• **What is required**
Check every line of the data and copy the ones where "lane" appears.

• **Provided records**
____________

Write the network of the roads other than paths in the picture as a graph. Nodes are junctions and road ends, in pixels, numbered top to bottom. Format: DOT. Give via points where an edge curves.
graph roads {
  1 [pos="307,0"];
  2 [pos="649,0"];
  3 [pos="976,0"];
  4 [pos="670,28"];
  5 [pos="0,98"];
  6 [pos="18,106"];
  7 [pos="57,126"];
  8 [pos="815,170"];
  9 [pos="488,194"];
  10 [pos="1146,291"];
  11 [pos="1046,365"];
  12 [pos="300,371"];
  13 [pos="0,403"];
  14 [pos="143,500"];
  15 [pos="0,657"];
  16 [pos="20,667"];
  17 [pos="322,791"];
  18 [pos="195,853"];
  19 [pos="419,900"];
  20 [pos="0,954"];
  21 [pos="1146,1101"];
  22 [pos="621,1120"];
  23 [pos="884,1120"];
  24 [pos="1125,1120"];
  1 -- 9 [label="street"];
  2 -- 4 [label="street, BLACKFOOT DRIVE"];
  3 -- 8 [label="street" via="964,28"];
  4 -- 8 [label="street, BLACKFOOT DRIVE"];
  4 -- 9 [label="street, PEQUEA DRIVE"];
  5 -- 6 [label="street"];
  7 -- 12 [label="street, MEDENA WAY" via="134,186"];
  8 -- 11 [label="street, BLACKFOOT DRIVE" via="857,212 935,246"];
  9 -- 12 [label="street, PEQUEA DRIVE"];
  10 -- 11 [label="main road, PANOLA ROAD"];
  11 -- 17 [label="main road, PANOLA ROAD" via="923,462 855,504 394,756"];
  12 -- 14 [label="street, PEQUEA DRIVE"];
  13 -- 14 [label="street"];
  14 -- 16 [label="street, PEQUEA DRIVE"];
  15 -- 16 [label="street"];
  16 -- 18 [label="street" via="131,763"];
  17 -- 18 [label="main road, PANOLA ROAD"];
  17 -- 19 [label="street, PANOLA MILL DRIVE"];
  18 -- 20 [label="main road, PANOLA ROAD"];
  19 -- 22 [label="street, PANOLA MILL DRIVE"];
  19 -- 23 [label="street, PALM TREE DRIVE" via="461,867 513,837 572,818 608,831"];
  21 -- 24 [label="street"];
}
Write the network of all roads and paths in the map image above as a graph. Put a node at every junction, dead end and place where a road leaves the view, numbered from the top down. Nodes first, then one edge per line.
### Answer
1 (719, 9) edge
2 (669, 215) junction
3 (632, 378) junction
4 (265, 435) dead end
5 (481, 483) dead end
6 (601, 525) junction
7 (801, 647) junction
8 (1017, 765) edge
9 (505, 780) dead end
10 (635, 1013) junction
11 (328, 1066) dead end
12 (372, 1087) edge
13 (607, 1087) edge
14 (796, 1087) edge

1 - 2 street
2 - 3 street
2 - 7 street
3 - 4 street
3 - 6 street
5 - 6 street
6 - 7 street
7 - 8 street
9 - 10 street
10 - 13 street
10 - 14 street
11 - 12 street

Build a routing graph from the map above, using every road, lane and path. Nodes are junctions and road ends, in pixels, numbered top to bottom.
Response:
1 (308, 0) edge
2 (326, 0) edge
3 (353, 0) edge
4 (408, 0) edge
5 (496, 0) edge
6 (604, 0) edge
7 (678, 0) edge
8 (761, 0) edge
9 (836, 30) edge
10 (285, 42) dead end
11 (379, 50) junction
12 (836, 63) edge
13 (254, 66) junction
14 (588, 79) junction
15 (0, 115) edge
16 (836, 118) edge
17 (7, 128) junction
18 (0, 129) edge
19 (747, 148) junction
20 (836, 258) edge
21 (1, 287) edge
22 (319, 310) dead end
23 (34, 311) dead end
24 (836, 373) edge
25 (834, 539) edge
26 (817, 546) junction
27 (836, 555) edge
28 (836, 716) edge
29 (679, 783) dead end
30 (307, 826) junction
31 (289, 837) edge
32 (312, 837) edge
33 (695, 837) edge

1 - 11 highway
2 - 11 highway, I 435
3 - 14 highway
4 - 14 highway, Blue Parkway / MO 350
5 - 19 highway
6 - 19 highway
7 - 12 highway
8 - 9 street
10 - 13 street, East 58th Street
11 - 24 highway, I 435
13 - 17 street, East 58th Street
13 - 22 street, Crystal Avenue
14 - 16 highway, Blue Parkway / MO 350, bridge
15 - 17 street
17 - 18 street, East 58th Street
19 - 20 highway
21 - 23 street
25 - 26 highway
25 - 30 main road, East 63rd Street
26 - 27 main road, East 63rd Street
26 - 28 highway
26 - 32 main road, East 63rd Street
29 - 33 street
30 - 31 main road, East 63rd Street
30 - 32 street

____________

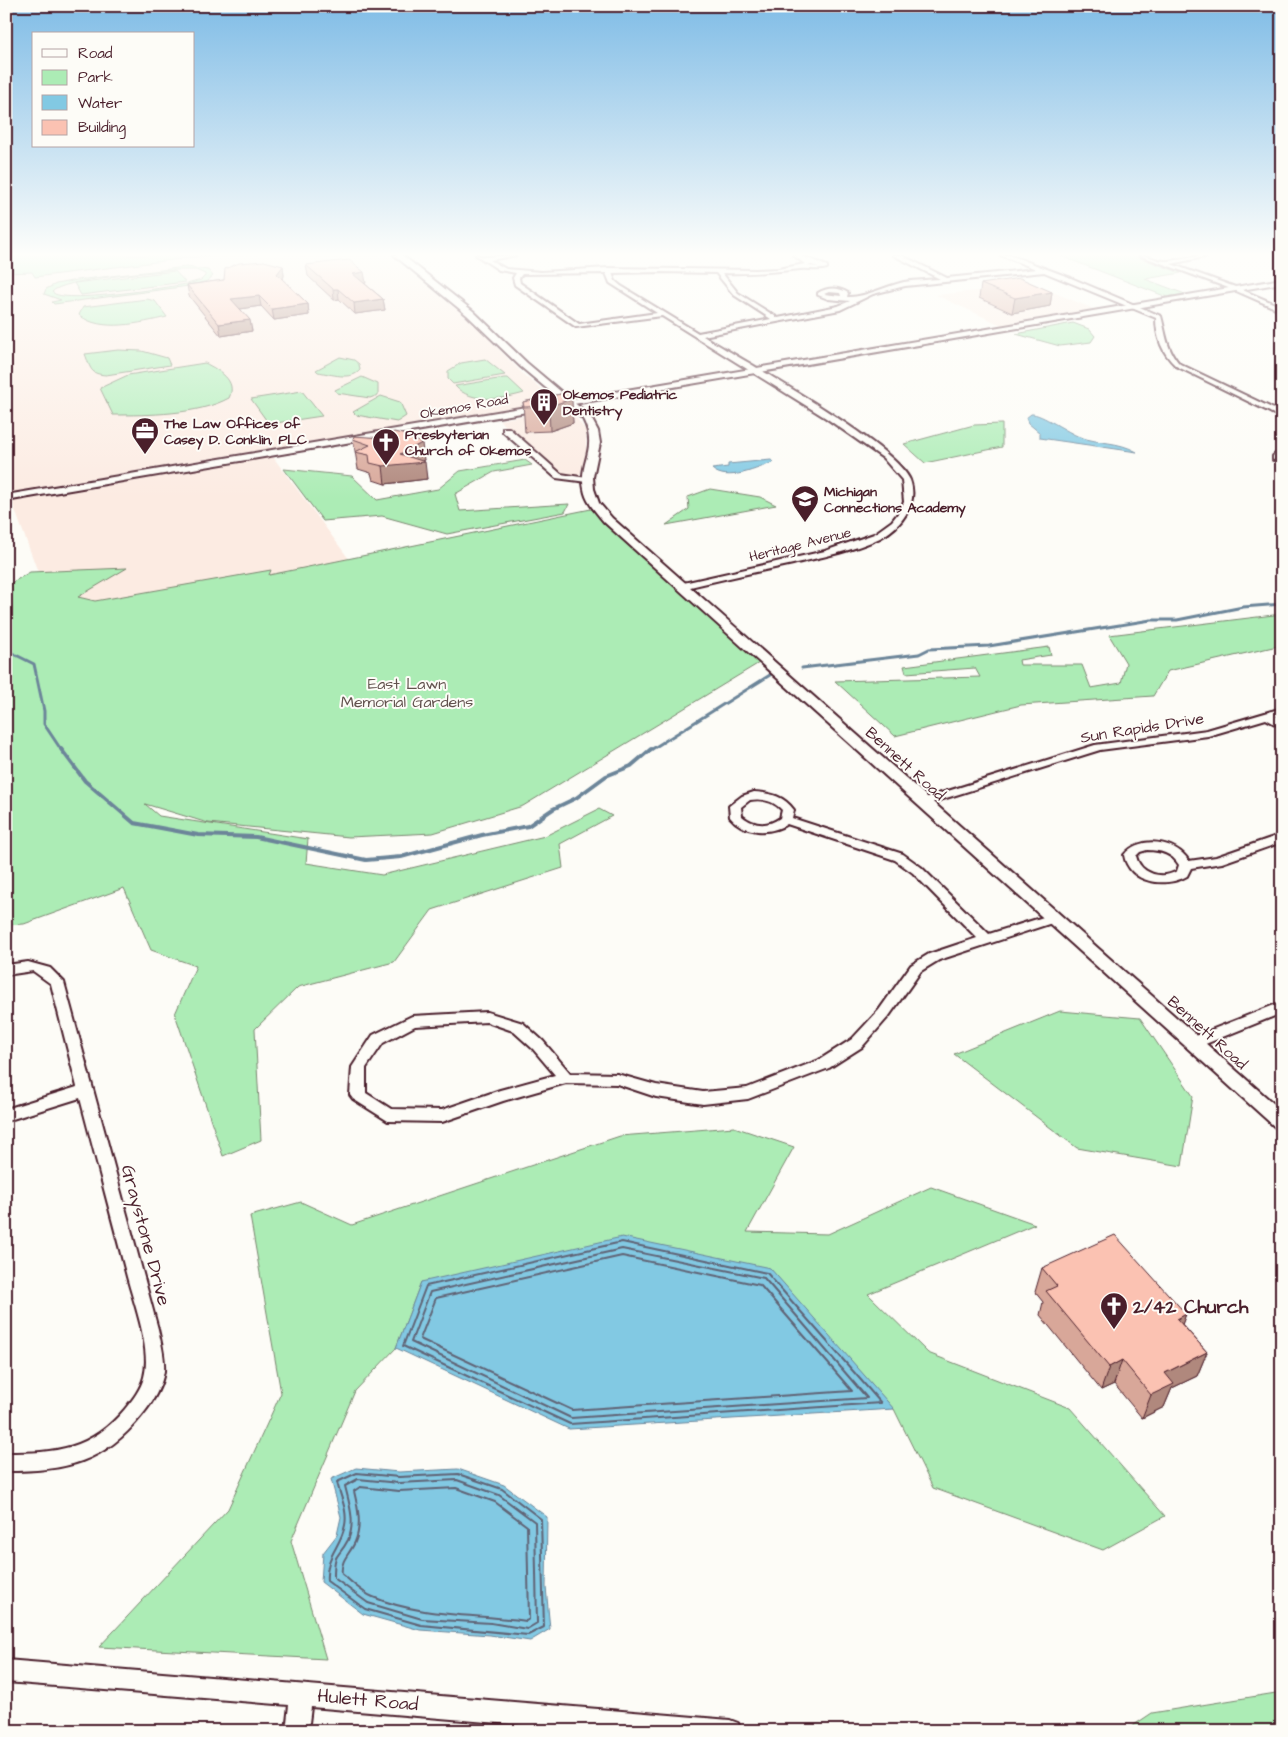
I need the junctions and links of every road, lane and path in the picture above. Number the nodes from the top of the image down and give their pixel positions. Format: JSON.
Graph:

____________

• **Answer to this problem**
Build a routing graph from the map above, using every road, lane and path. Nodes are junctions and road ends, in pixels, numbered top to bottom.
I need the junctions and links of every road, lane and path in the picture above. Number the nodes from the top of the image down and give their pixel positions. Format: JSON.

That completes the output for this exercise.